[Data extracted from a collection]
*** Block opens ***
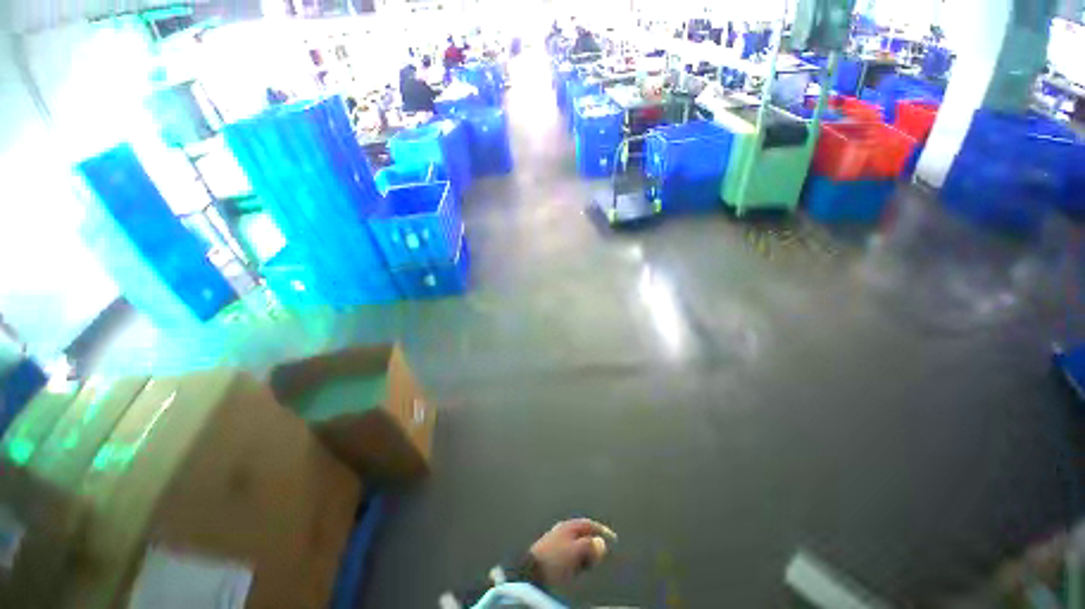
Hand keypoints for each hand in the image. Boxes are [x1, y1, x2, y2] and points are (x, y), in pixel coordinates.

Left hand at [528, 518, 617, 587]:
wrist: (531, 572)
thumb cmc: (555, 560)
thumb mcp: (575, 552)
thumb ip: (589, 545)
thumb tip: (601, 543)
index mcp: (568, 525)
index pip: (588, 523)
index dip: (601, 530)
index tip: (613, 538)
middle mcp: (561, 529)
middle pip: (582, 532)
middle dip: (593, 541)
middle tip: (601, 553)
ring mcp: (555, 540)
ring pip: (575, 543)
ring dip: (584, 550)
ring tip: (590, 562)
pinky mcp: (550, 552)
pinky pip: (569, 552)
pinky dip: (576, 557)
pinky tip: (577, 567)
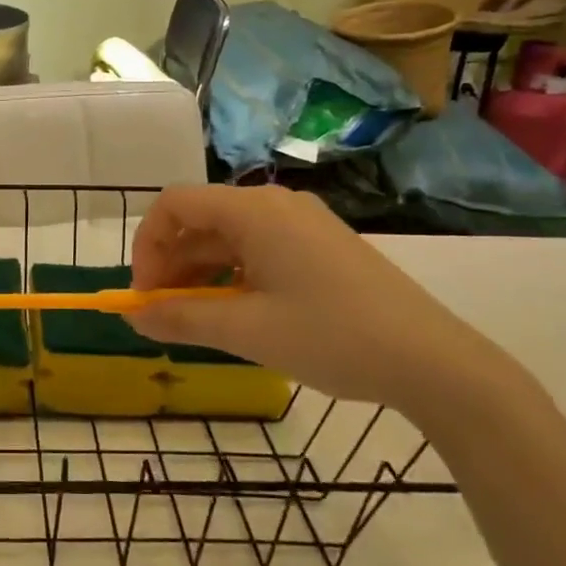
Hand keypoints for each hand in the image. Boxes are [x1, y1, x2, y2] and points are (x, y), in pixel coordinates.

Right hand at [125, 185, 523, 418]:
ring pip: (227, 238)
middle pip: (200, 220)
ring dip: (199, 273)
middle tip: (162, 314)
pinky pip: (257, 250)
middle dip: (170, 264)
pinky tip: (235, 313)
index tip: (144, 294)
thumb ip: (181, 318)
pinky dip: (231, 276)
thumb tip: (132, 316)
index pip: (175, 204)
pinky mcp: (319, 246)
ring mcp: (301, 224)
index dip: (146, 245)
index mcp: (254, 211)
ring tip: (193, 319)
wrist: (433, 361)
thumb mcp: (246, 331)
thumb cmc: (331, 337)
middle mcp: (275, 205)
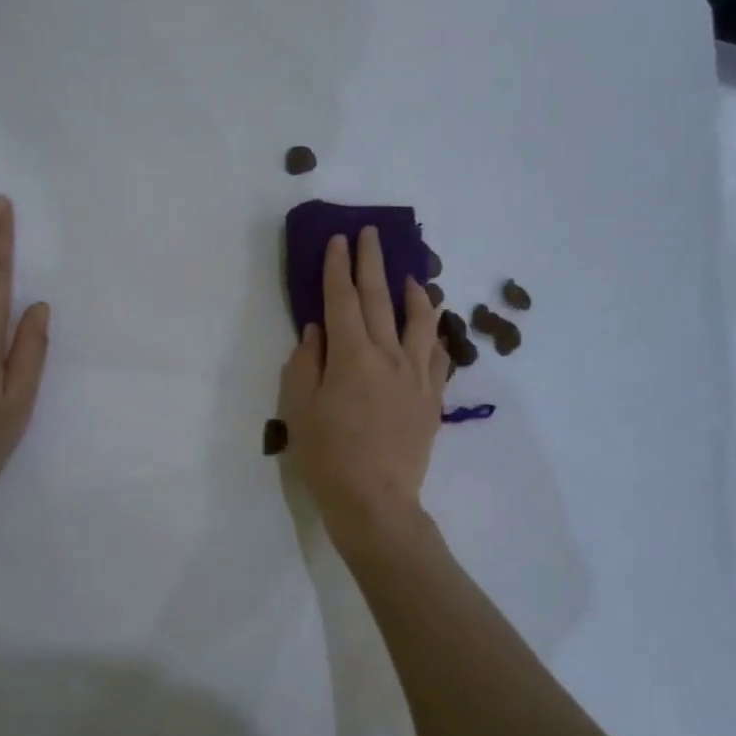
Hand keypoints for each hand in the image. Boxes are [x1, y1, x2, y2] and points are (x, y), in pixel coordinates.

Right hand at [277, 227, 448, 545]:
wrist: (375, 502)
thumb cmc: (327, 457)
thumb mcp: (298, 409)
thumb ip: (306, 363)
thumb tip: (317, 330)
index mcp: (351, 356)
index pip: (342, 299)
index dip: (338, 267)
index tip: (338, 239)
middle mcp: (388, 356)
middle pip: (380, 298)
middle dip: (372, 262)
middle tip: (370, 234)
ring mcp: (416, 375)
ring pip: (419, 321)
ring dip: (413, 292)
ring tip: (410, 275)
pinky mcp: (432, 397)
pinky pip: (438, 355)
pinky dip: (434, 334)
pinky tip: (432, 326)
*** Block closes ***
→ WHAT TO WORK ON
With the pictures removed, print the entries above exactly.

→ RESPONSE AREA
Hand keypoints for each hand in the image. Boxes are [x1, y1, x2, y2] and points are (x, y), in pixel coordinates.

Left hand at [528, 518, 617, 587]:
wrist: (531, 572)
thumb cmc: (555, 560)
thumb mcp: (575, 552)
thumb ip: (589, 545)
thumb tip: (601, 543)
index mcp: (568, 525)
index pip: (588, 523)
index dip: (601, 530)
index tip: (613, 538)
middle mcp: (561, 529)
middle pip: (582, 532)
middle dip: (593, 541)
middle tip: (601, 553)
ring mcp: (555, 540)
ring pip: (575, 543)
ring dip: (584, 550)
ring tip: (590, 562)
pinky mcp: (550, 552)
pinky pip: (569, 552)
pinky dip: (576, 557)
pinky tip: (577, 567)
Hand keypoints for each hand in the image. Boxes are [x1, y1, x2, y2] and points are (x, y), in pixel coordinates.

Right hand at [125, 185, 523, 418]:
ring pip: (227, 238)
middle pip: (200, 220)
ring dip: (199, 273)
middle tip: (162, 314)
pinky pip: (257, 250)
middle dip: (170, 264)
pinky tip: (235, 313)
index tip: (144, 294)
thumb ip: (181, 318)
pinky dip: (231, 276)
thumb tip: (132, 316)
index pip: (175, 204)
pinky mcp: (319, 246)
ring mcp: (301, 224)
index dip: (146, 245)
index mcp: (254, 211)
ring tip: (193, 319)
wrist: (433, 361)
thumb mcp: (246, 331)
thumb cmc: (331, 337)
middle mcp: (275, 205)
Hand keypoints for each hand in the image. Boxes are [x1, y1, x2, y2] and points are (x, y), in pixel coordinates.

Right hand at [277, 227, 448, 545]:
wrist: (375, 502)
thumb cmc: (327, 457)
thumb mcp: (298, 409)
thumb ip: (306, 363)
thumb tip: (317, 330)
index mcp: (351, 356)
index pip: (342, 299)
index dip: (338, 267)
index tip: (338, 239)
middle mcp: (388, 356)
middle pip: (380, 298)
middle dip: (372, 262)
middle tip: (370, 234)
ring mcp: (416, 375)
ring pip: (419, 321)
ring dip: (413, 292)
ring tip: (410, 275)
pinky mcp: (432, 397)
pinky pip: (438, 355)
pinky dip: (434, 334)
pinky tip: (432, 326)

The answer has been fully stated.